Return the entries verbatim and drop every picture.
BEGIN Task inputs
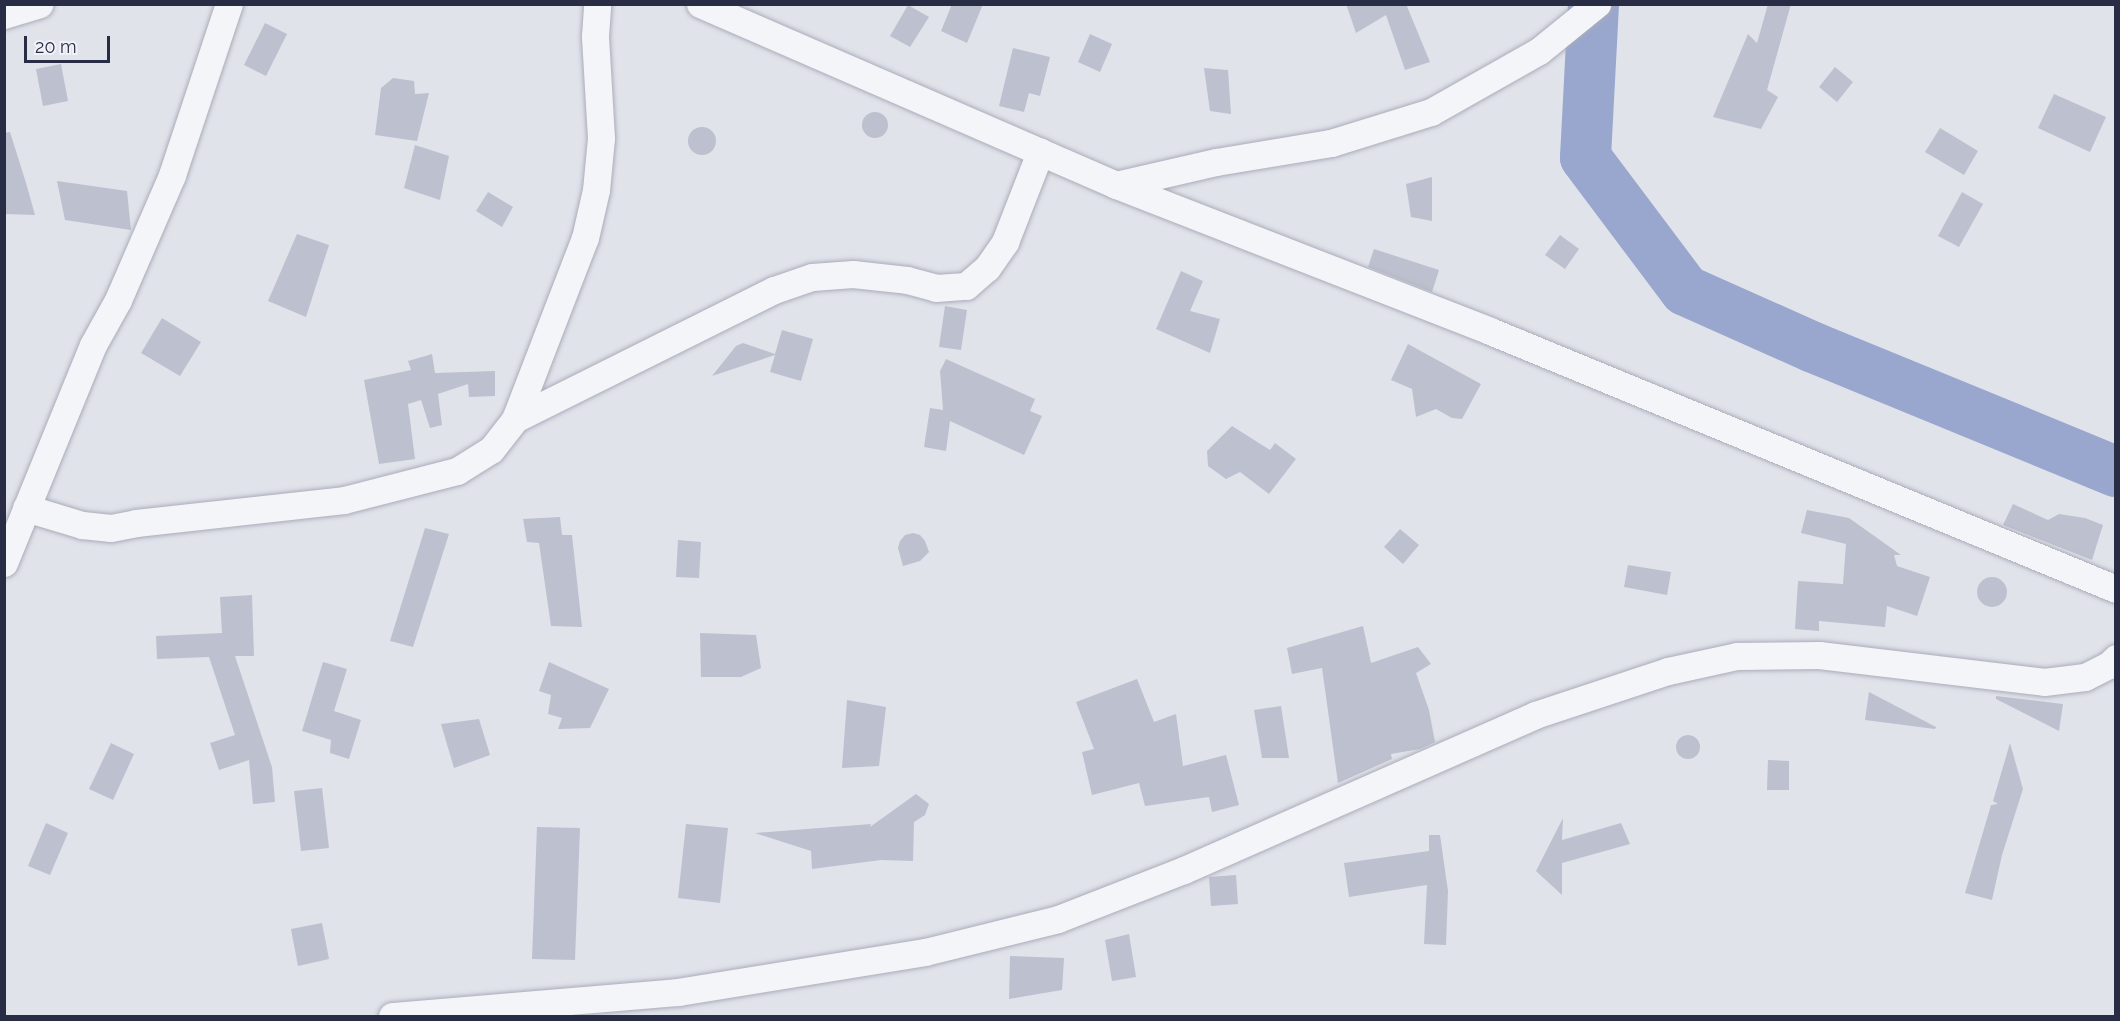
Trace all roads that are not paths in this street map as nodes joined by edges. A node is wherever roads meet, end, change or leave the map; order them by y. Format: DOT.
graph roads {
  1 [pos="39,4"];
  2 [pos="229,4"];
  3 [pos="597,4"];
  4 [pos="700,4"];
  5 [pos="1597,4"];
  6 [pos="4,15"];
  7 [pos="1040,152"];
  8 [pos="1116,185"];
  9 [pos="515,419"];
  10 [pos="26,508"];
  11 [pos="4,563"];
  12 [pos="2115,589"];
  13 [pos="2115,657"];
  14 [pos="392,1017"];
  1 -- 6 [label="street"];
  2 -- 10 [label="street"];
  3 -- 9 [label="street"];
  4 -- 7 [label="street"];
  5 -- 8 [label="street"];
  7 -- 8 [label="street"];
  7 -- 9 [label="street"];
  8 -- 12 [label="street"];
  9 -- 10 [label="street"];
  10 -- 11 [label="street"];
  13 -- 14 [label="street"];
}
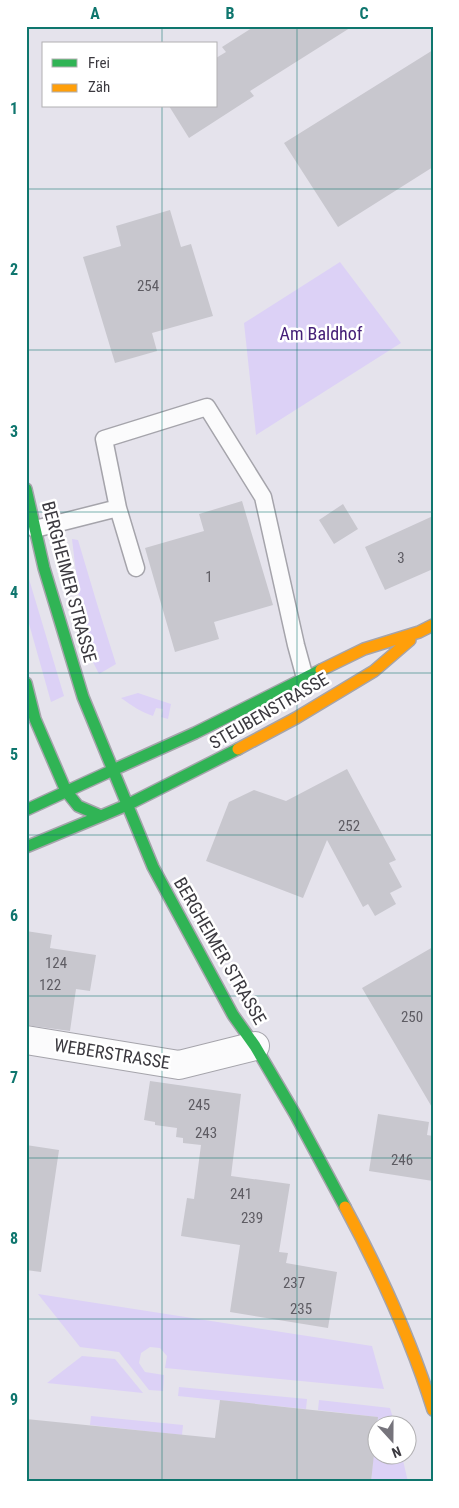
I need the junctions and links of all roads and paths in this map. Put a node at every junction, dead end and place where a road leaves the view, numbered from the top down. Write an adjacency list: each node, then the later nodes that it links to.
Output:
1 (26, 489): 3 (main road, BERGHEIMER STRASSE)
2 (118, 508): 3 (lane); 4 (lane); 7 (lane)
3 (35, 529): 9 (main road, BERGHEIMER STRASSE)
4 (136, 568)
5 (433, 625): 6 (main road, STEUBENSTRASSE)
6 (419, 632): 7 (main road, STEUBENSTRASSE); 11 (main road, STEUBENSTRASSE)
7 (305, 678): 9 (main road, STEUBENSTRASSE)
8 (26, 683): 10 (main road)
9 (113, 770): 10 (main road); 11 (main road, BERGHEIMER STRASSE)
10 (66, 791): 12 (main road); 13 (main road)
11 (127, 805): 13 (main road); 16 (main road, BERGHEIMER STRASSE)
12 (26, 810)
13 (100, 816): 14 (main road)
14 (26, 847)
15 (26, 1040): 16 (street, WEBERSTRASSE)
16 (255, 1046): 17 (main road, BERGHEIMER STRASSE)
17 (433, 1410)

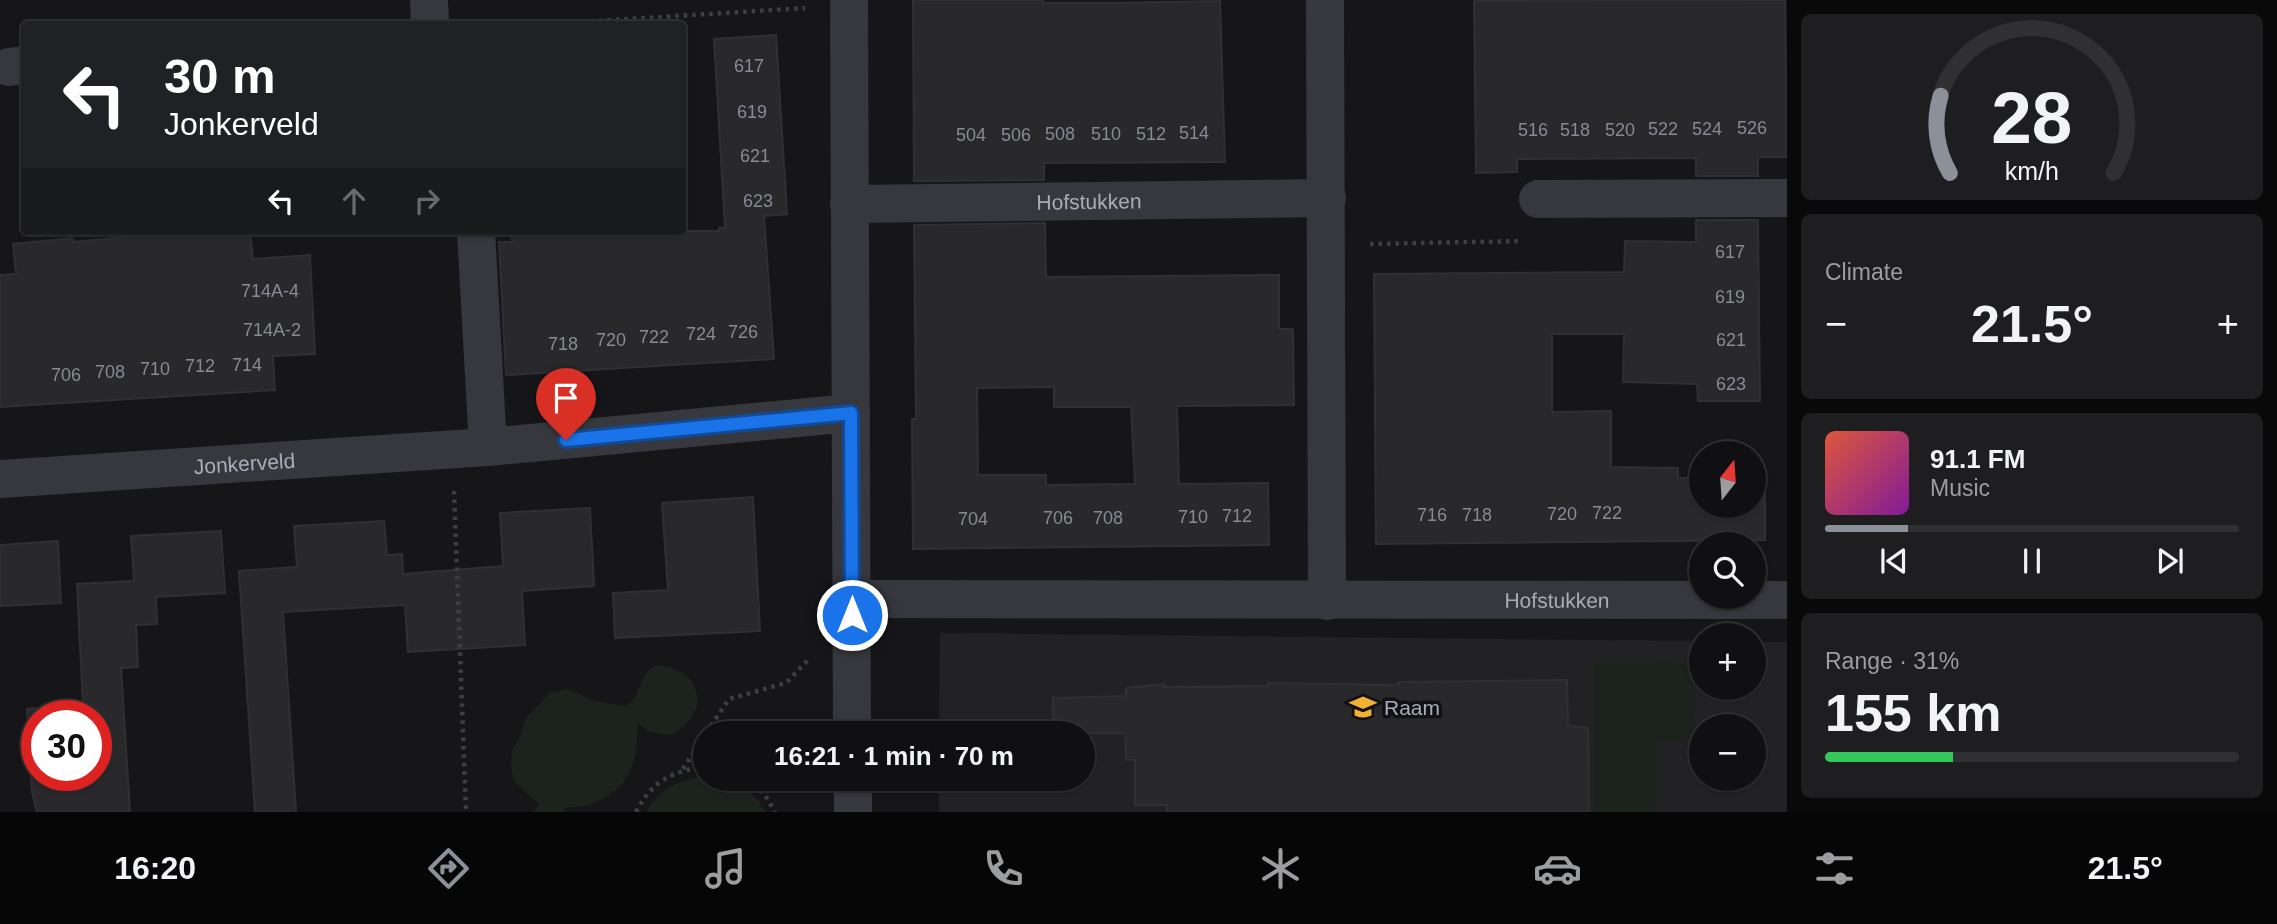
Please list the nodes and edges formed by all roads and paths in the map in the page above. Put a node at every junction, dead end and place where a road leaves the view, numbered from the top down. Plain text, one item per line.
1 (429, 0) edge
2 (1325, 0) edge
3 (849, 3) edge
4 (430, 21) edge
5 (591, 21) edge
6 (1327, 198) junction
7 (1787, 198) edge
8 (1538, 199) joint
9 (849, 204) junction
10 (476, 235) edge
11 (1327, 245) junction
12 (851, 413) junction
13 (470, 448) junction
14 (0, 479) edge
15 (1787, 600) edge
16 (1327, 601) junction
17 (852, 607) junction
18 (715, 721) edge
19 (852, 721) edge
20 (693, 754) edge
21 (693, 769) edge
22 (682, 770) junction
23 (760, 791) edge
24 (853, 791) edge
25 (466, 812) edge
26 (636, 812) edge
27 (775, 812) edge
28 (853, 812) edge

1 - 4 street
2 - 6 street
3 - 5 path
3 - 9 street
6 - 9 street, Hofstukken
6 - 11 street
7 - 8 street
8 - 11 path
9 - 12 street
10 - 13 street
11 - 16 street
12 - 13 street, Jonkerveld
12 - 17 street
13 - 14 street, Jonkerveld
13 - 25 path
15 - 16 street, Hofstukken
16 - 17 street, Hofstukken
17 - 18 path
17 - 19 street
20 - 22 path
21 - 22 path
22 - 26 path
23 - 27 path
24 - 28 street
END Task inputs
**Answer section:**
Trace all roads that are not paths in this street map as nodes joined by edges. A node is wherever roads meet, end, change or leave the map; order them by y. Format: DOT.
graph roads {
  1 [pos="39,4"];
  2 [pos="229,4"];
  3 [pos="597,4"];
  4 [pos="700,4"];
  5 [pos="1597,4"];
  6 [pos="4,15"];
  7 [pos="1040,152"];
  8 [pos="1116,185"];
  9 [pos="515,419"];
  10 [pos="26,508"];
  11 [pos="4,563"];
  12 [pos="2115,589"];
  13 [pos="2115,657"];
  14 [pos="392,1017"];
  1 -- 6 [label="street"];
  2 -- 10 [label="street"];
  3 -- 9 [label="street"];
  4 -- 7 [label="street"];
  5 -- 8 [label="street"];
  7 -- 8 [label="street"];
  7 -- 9 [label="street"];
  8 -- 12 [label="street"];
  9 -- 10 [label="street"];
  10 -- 11 [label="street"];
  13 -- 14 [label="street"];
}
I need the junctions and links of all roads and paths in this map. Put a node at every junction, dead end and place where a road leaves the view, numbered from the top down. Write an adjacency list: each node, then the later nodes that it links to.
Output:
1 (26, 489): 3 (main road, BERGHEIMER STRASSE)
2 (118, 508): 3 (lane); 4 (lane); 7 (lane)
3 (35, 529): 9 (main road, BERGHEIMER STRASSE)
4 (136, 568)
5 (433, 625): 6 (main road, STEUBENSTRASSE)
6 (419, 632): 7 (main road, STEUBENSTRASSE); 11 (main road, STEUBENSTRASSE)
7 (305, 678): 9 (main road, STEUBENSTRASSE)
8 (26, 683): 10 (main road)
9 (113, 770): 10 (main road); 11 (main road, BERGHEIMER STRASSE)
10 (66, 791): 12 (main road); 13 (main road)
11 (127, 805): 13 (main road); 16 (main road, BERGHEIMER STRASSE)
12 (26, 810)
13 (100, 816): 14 (main road)
14 (26, 847)
15 (26, 1040): 16 (street, WEBERSTRASSE)
16 (255, 1046): 17 (main road, BERGHEIMER STRASSE)
17 (433, 1410)

Please list the nodes and edges formed by all roads and paths in the map in the page above. Put a node at every junction, dead end and place where a road leaves the view, numbered from the top down. Plain text, one item per line.
1 (429, 0) edge
2 (1325, 0) edge
3 (849, 3) edge
4 (430, 21) edge
5 (591, 21) edge
6 (1327, 198) junction
7 (1787, 198) edge
8 (1538, 199) joint
9 (849, 204) junction
10 (476, 235) edge
11 (1327, 245) junction
12 (851, 413) junction
13 (470, 448) junction
14 (0, 479) edge
15 (1787, 600) edge
16 (1327, 601) junction
17 (852, 607) junction
18 (715, 721) edge
19 (852, 721) edge
20 (693, 754) edge
21 (693, 769) edge
22 (682, 770) junction
23 (760, 791) edge
24 (853, 791) edge
25 (466, 812) edge
26 (636, 812) edge
27 (775, 812) edge
28 (853, 812) edge

1 - 4 street
2 - 6 street
3 - 5 path
3 - 9 street
6 - 9 street, Hofstukken
6 - 11 street
7 - 8 street
8 - 11 path
9 - 12 street
10 - 13 street
11 - 16 street
12 - 13 street, Jonkerveld
12 - 17 street
13 - 14 street, Jonkerveld
13 - 25 path
15 - 16 street, Hofstukken
16 - 17 street, Hofstukken
17 - 18 path
17 - 19 street
20 - 22 path
21 - 22 path
22 - 26 path
23 - 27 path
24 - 28 street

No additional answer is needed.